- WHAT IS NEEDED:
Every line below that holds the word "first" must be listed.

- SUPPLIED ENTRIES:
★ ★ ★ ★ ★
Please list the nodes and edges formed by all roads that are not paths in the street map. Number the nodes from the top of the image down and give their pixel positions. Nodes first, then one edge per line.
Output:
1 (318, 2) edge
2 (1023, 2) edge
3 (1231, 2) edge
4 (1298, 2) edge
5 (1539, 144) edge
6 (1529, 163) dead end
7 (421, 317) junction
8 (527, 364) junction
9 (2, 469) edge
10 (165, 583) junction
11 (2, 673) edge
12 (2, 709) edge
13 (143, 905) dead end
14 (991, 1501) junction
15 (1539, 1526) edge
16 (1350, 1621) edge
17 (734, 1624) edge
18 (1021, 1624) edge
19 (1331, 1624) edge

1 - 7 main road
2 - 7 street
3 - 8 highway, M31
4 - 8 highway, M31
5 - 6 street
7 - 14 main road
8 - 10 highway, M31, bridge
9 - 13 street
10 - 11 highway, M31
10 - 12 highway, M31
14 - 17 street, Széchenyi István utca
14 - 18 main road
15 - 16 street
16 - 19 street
★ ★ ★ ★ ★
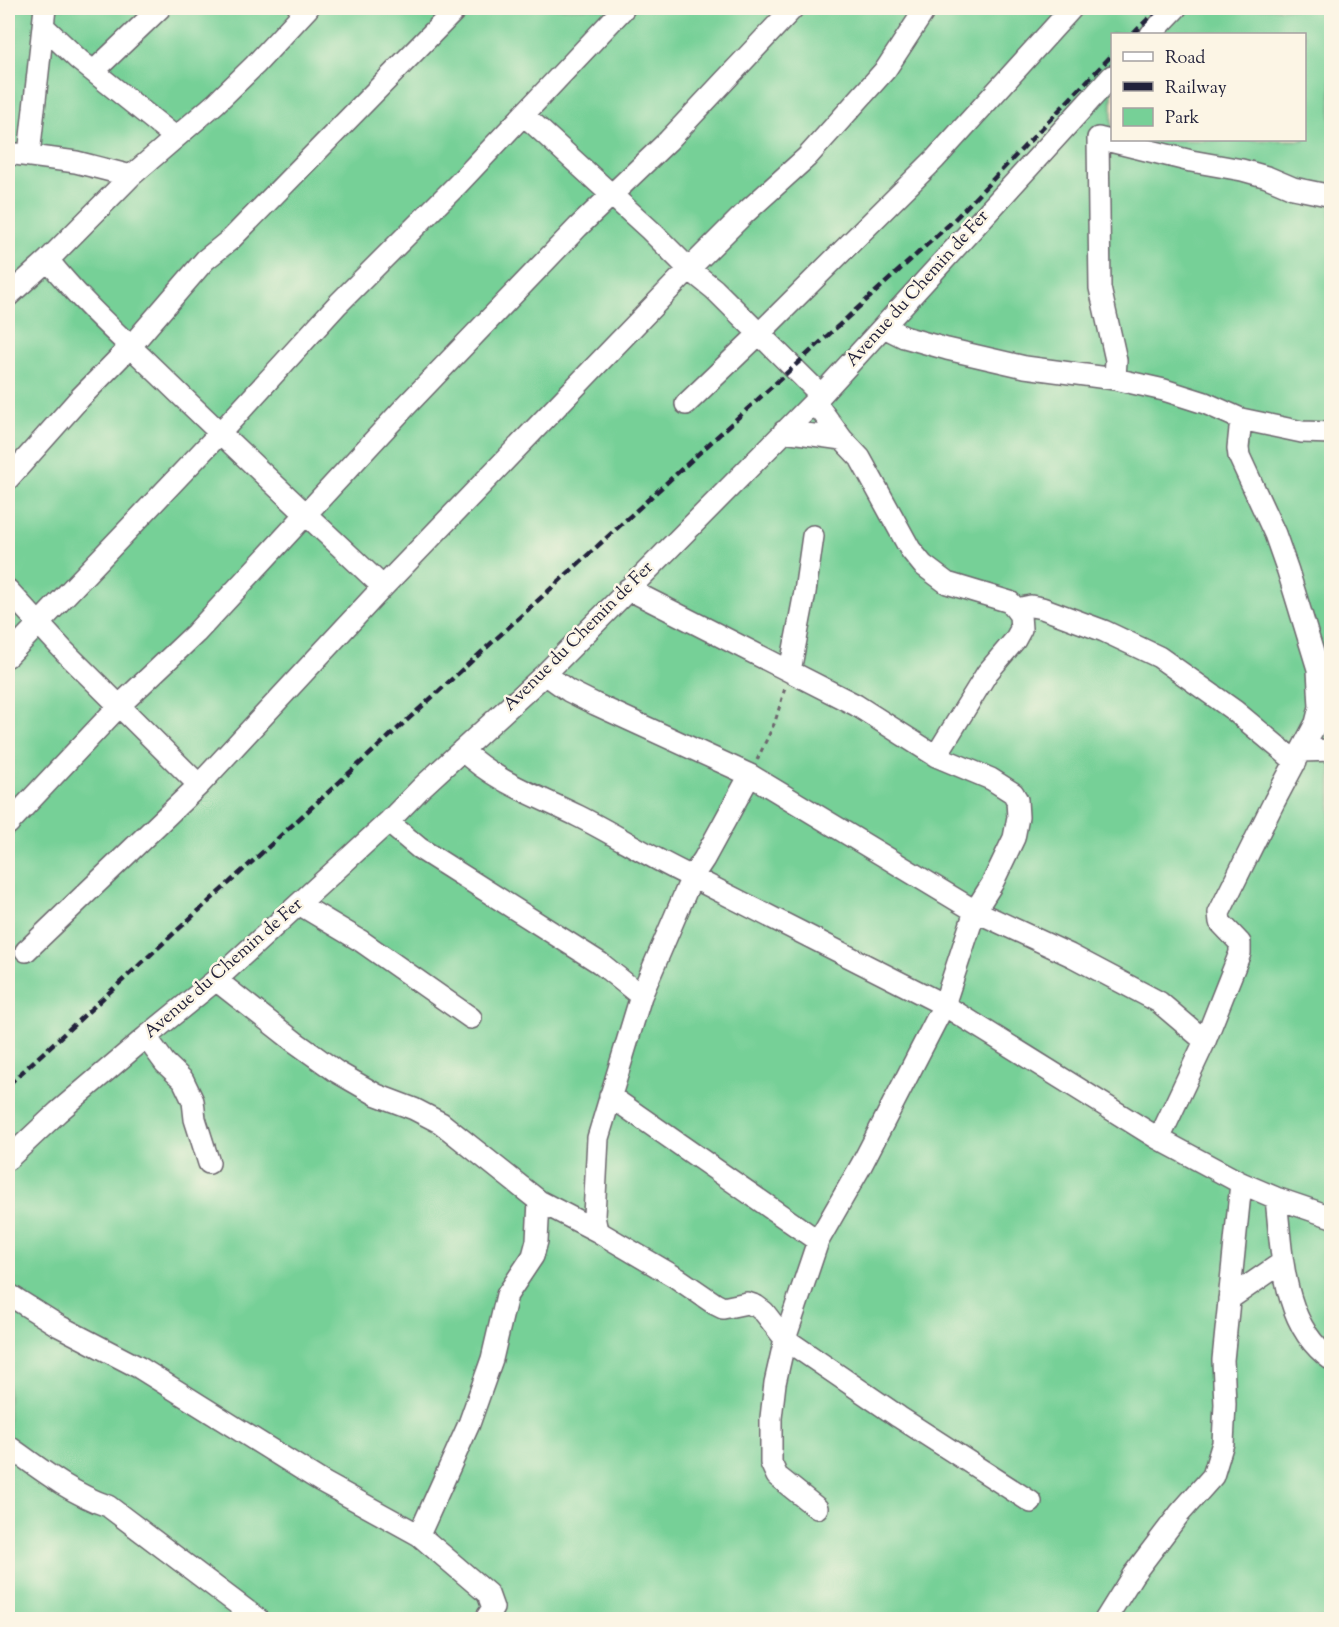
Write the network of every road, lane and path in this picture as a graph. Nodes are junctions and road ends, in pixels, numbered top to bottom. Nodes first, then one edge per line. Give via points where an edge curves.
★ ★ ★ ★ ★
- TASK RESULT:
Please list the nodes and edges formed by all roads that are not paths in the street map. Number the nodes from the top of the image down and give their pixel positions. Nodes first, then one edge per line.
Write the network of every road, lane and path in this picture as a graph. Nodes are junctions and road ends, in pixels, numbered top to bottom. Nodes first, then one edge per line. Give via points where an edge curves.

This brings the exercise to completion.